Nie ma dowodów na to, że 36-latek znaleziony w weekend w okolicach Końskich w Świętokrzyskiem był ofiarą zabójstwa - dowiedział się reporter RMF FM. W tej sprawie zatrzymano trzech mężczyzn.
Dwóch zatrzymanych mężczyzn usłyszało zarzuty. Na tym etapie są podejrzani jedynie o nieudzielenie pomocy poszkodowanemu, a jeden z nich jeszcze o posiadanie znacznej ilości narkotyków. Trzeci z zatrzymanych ma status świadka.
Prokuratura zastrzega, że wersja o zabójstwie wciąż jest analizowana, jednak wstępne wyniki sekcji zwłok wskazują raczej na samobójczy postrzał.

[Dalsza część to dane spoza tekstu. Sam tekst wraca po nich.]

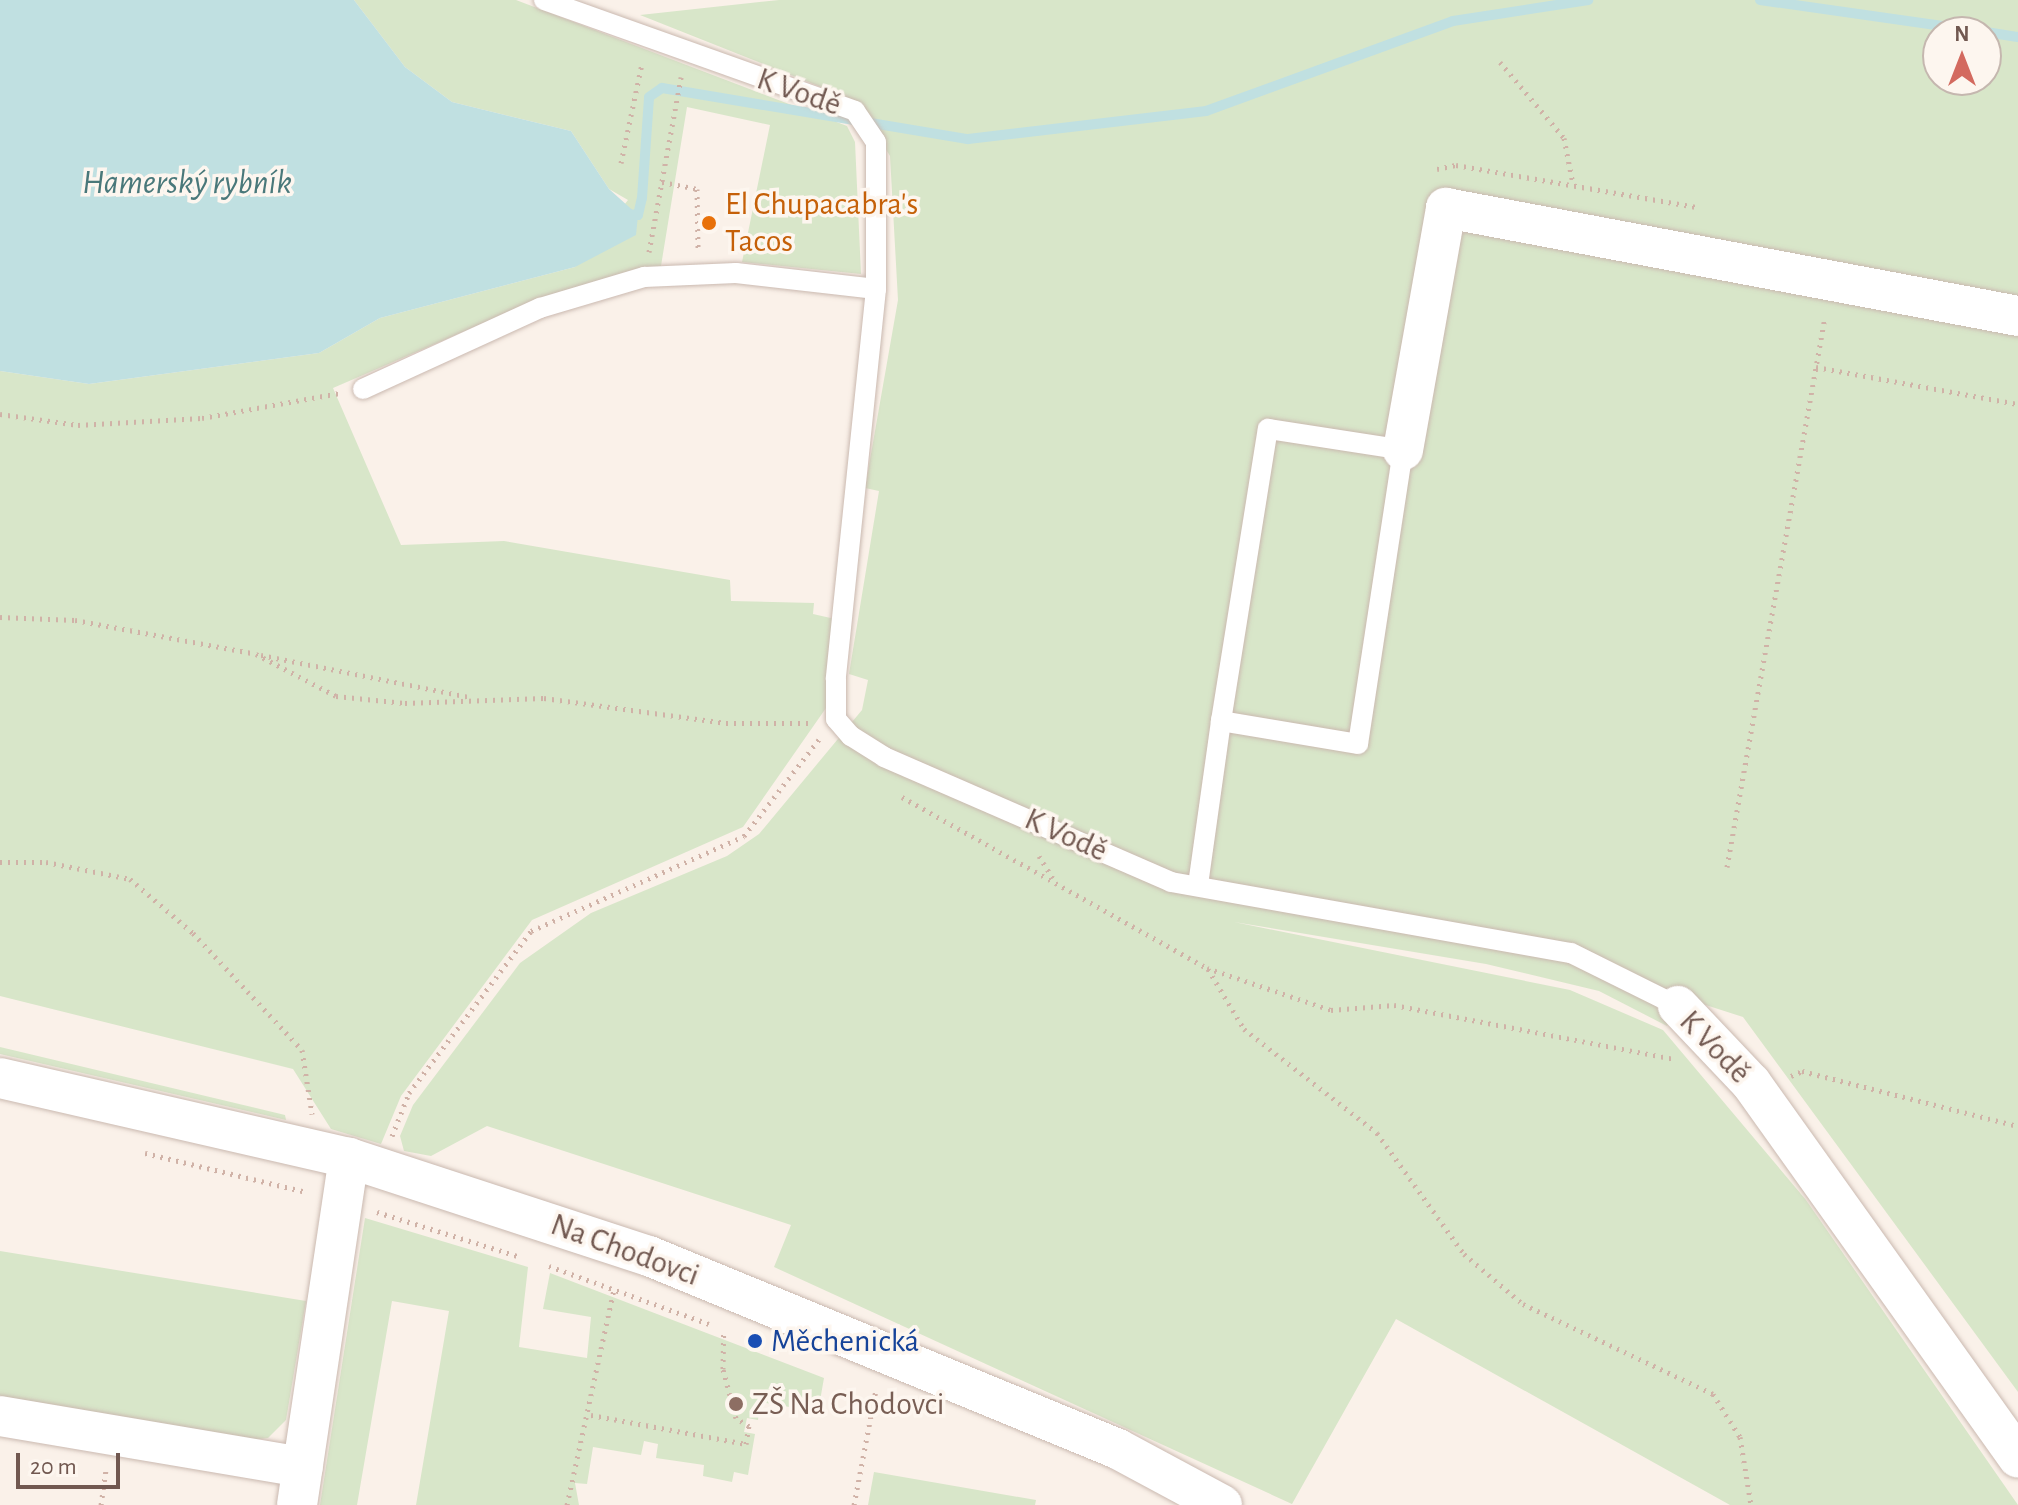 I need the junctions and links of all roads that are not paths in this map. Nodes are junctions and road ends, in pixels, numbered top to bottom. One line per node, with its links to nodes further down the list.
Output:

Prokuratura nie chce udzielać na razie zbyt wielu szczegółowych informacji w tej sprawie. Wiadomo jednak, że wszyscy czterej mężczyźni się znali i w momencie zdarzenia przebywali razem.
Zagadką jest to, jak ciało 36-latka znalazło się przy drodze w okolicach Końskich.
W niedzielę w nocy pogotowie ratunkowe odebrało wezwanie do nieprzytomnego mężczyzny w Brodach w pobliżu Końskich. Na miejscu ratownicy stwierdzili jego zgon. Zmarły miał ranę na środku klatki piersiowej.
Mężczyzna leżał między dwoma zaparkowanymi samochodami przy jednej z posesji.
Jak się okazało, karetkę wezwał właściciel jednego z aut. Był pijany. Miał ponad 1,5 promila alkoholu we krwi. Na terenie tej samej posesji - w stodole - znaleziono również pijanego - śpiącego właściciela drugiego z pojazdów.